Dell EMC supplies Artemis 3 supercomputer to University of Sydney

Dell EMC said its Artemis 3 supercomputer will power University of Sydney’s research and academic programs.
Dell EMC at VMworld 2017
This high-performance computing (HPC) system uses Dell EMC PowerEdge C4140 server technology.

The University of Sydney’s $2.3 million system has an rPeak performance of 1 petaflops and an rMax of 700 teraflops, allowing faster processing of data to provide answers to scientific questions.

“To stay ahead of the volume and velocity of data being generated by scientific instruments and sensors, researchers need high performance computing (HPC) technology to collect and process data faster, in real-time,” Jeremy Hammond, director, Strategic Ventures, The University of Sydney, Australia, said.

Artemis 3 will support a range of projects at The University of Sydney, including those in established fields such as geophysics and cosmology, as well as rapidly growing areas of genomics and proteomics.

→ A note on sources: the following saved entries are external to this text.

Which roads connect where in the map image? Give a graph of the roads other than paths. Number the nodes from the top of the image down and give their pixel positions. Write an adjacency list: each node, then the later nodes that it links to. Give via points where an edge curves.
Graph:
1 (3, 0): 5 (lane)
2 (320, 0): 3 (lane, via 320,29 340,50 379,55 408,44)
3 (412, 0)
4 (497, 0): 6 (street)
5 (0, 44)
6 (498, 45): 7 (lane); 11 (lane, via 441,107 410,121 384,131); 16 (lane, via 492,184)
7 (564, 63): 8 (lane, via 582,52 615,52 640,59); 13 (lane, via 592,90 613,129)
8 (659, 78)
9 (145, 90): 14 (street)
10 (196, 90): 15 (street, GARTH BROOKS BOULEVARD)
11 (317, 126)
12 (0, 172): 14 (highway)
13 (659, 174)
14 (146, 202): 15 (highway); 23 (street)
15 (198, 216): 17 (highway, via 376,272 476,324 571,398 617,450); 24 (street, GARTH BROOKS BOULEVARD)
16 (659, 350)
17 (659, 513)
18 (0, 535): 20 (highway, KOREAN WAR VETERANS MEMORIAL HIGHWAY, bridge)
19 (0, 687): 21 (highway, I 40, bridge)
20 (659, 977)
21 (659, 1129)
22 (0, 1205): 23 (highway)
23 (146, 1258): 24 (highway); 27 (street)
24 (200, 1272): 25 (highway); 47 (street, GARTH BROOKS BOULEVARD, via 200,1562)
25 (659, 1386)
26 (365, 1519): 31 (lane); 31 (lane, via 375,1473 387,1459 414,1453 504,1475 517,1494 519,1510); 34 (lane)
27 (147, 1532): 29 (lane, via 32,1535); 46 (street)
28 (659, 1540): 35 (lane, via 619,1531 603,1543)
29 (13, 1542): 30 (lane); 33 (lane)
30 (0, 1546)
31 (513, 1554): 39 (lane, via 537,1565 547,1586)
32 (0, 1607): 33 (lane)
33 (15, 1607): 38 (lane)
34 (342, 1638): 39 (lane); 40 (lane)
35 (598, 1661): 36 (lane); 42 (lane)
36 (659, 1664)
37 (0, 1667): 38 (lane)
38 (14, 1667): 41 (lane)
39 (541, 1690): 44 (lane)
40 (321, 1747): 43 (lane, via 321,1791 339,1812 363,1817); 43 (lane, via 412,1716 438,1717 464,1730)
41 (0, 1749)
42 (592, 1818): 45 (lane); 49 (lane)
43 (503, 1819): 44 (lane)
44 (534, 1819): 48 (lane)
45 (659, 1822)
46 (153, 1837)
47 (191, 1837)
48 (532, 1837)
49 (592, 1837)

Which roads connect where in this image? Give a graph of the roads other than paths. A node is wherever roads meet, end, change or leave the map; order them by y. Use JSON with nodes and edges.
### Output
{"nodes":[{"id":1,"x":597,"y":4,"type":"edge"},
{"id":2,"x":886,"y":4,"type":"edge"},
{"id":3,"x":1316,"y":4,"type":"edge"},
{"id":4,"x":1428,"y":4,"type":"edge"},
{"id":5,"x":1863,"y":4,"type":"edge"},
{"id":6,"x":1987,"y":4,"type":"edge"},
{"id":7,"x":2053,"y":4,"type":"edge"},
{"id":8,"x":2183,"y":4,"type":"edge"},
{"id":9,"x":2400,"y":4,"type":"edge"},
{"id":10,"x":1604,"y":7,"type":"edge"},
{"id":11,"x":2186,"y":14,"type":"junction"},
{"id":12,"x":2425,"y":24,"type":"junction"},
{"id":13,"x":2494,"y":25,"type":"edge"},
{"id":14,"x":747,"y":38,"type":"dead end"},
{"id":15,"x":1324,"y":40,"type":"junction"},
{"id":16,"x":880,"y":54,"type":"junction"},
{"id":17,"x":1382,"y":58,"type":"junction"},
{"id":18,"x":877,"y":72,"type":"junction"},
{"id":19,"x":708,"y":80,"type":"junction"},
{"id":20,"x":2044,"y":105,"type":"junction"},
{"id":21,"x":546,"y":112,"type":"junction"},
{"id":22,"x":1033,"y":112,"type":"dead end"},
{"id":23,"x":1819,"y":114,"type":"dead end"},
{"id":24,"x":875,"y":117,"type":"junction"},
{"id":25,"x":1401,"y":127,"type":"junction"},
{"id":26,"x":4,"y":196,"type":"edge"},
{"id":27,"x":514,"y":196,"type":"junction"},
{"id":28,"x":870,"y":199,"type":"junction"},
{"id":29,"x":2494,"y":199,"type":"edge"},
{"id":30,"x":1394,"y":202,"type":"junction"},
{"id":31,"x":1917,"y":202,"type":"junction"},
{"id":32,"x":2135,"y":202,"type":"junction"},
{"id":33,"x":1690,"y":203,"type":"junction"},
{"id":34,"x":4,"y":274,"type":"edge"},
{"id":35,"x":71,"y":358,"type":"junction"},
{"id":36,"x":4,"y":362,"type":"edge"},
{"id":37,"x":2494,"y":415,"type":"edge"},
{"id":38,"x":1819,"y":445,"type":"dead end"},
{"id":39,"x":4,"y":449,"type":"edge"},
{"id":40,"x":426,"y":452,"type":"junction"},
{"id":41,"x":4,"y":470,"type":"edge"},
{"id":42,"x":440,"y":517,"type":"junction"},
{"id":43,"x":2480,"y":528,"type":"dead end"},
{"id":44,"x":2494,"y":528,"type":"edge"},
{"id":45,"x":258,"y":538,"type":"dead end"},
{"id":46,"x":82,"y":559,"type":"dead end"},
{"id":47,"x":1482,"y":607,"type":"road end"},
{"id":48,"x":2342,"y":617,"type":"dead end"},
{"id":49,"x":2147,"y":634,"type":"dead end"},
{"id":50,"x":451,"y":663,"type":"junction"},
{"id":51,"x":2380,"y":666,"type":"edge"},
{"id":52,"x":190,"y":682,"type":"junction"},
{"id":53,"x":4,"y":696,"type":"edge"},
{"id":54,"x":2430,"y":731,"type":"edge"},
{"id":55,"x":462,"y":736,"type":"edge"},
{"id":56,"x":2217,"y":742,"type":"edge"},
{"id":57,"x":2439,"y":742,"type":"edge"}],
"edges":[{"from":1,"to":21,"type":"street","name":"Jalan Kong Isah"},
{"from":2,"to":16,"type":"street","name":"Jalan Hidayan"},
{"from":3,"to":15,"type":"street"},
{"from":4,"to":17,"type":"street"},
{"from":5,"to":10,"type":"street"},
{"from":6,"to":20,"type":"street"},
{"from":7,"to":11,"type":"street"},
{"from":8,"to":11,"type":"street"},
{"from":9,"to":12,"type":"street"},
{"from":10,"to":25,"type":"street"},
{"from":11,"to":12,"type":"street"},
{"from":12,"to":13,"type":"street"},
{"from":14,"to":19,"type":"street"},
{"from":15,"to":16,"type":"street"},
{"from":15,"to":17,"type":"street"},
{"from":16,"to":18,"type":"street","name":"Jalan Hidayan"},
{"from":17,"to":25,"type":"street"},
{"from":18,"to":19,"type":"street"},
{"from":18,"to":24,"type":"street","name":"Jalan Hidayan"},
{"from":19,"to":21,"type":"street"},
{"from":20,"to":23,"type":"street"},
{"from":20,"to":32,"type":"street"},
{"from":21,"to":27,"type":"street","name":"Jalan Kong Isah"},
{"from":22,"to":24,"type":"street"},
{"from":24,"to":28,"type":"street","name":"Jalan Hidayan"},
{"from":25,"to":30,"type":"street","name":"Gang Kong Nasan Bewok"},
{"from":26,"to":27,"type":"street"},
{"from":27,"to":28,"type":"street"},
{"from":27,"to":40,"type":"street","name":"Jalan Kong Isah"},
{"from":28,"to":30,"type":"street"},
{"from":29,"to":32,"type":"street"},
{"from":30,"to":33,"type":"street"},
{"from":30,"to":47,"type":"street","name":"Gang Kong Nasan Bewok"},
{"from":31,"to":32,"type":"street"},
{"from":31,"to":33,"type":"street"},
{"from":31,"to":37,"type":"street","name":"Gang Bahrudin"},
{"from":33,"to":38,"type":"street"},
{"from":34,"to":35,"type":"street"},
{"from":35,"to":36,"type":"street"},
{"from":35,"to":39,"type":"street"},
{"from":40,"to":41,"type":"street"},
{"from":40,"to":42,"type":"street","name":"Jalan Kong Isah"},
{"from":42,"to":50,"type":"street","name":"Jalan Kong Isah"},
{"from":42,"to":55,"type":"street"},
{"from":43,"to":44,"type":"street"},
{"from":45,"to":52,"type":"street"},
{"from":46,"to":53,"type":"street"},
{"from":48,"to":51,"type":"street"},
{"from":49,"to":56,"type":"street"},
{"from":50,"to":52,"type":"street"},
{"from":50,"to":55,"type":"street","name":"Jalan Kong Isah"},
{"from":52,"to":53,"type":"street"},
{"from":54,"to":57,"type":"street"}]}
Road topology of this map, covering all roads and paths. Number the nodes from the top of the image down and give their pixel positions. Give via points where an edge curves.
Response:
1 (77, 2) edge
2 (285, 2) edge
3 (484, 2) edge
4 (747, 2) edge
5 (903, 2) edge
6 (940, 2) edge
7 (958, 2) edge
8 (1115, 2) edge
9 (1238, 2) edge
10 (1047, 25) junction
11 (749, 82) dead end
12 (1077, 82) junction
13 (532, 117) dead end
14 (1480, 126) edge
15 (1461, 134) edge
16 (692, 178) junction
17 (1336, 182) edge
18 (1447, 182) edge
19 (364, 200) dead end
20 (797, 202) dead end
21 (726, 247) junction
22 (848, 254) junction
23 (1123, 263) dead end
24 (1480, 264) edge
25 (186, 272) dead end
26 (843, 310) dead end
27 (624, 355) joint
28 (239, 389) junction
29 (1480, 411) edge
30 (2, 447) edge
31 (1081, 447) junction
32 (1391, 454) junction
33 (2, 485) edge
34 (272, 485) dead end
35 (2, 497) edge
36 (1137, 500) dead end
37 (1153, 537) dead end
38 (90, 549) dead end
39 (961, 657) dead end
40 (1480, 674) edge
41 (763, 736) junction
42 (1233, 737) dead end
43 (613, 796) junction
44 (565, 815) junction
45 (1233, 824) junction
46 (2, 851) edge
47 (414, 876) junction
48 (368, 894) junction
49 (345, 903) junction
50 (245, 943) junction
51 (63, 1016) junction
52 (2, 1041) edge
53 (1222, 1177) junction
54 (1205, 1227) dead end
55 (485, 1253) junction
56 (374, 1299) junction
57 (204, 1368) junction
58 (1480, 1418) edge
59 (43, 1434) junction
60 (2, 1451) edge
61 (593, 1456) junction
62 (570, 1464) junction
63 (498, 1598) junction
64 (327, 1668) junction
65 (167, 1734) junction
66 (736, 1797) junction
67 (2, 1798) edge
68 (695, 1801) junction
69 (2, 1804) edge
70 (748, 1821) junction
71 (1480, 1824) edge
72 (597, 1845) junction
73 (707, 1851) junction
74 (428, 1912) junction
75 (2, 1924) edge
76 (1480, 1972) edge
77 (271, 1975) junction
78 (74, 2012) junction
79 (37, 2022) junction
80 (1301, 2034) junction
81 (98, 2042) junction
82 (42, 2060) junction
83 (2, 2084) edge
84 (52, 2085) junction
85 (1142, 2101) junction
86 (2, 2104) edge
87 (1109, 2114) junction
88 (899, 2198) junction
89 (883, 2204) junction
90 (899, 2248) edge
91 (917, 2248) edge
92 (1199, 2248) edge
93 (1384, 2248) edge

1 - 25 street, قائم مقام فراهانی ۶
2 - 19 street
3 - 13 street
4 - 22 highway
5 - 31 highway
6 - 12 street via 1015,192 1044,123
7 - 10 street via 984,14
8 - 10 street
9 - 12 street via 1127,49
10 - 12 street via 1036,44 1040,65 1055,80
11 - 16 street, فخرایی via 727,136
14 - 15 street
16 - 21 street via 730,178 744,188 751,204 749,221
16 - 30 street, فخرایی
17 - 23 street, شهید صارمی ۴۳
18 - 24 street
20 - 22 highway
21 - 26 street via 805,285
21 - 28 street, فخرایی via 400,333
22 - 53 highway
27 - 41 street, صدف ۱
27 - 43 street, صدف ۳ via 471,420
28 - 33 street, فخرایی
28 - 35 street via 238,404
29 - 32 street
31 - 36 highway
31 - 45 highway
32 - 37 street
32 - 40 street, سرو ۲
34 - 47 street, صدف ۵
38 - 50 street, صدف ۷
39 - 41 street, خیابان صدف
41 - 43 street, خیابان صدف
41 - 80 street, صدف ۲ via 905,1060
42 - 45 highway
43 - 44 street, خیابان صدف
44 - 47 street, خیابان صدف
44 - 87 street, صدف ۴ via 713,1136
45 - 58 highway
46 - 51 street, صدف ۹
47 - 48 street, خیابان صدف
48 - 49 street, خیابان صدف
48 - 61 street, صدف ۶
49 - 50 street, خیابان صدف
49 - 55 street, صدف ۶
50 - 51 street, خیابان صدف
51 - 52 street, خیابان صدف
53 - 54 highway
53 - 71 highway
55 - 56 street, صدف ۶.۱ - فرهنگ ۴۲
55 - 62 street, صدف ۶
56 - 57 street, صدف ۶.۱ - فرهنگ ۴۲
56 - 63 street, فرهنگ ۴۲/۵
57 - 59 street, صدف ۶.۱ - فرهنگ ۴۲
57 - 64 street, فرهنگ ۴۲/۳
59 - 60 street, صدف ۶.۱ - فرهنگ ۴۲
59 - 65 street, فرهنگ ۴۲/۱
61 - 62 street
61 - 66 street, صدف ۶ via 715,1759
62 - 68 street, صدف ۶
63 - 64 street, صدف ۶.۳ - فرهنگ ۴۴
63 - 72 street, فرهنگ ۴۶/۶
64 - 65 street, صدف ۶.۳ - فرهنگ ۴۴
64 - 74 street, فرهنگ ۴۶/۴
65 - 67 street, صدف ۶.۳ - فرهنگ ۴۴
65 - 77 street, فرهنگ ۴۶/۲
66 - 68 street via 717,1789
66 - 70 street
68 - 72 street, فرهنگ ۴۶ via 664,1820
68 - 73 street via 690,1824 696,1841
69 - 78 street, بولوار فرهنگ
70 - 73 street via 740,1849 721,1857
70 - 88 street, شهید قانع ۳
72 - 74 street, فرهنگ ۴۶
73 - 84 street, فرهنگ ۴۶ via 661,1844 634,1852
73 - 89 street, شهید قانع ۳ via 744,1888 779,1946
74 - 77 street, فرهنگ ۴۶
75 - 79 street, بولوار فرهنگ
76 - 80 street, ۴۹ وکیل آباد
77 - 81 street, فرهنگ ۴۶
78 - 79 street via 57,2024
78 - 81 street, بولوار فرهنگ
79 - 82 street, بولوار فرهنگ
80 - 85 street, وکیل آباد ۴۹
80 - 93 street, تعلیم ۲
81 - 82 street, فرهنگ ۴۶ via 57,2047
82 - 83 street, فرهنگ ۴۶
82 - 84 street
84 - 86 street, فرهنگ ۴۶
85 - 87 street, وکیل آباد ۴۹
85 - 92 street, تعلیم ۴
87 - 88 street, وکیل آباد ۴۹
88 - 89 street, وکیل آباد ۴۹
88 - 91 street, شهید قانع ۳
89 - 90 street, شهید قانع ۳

It will also be used in emerging areas that tackle questions answerable by Big Data, such as economics, transport logistics and medical imaging.

It supports accelerated computing on NVIDIA Tesla graphics processing units (GPUs) for high-performance needs, which is vital for the growing areas of AI and machine learning. The University of Sydney  hosts cutting-edge research in this field and can now develop tools and techniques with broader applications in a range of research areas.

Artemis 3 also makes it easier for the university to build a system that is suitable for all levels of academia, from undergraduate students to professors. This is key to ensuring the university delivers not just world-class research, but world-class graduates.

The new PowerEdge C4140 compute platform from Dell EMC contains the latest-generation Intel Xeon Scalable Processors and four NVIDIA NVLink connected Tesla V100 GPUs. The computing design offers 44x more throughput for over 500 key scientific and engineering applications. NVIDIA Tesla V100 is equipped with 640 Tensor Cores, delivering 125 Teraflops of deep learning performance.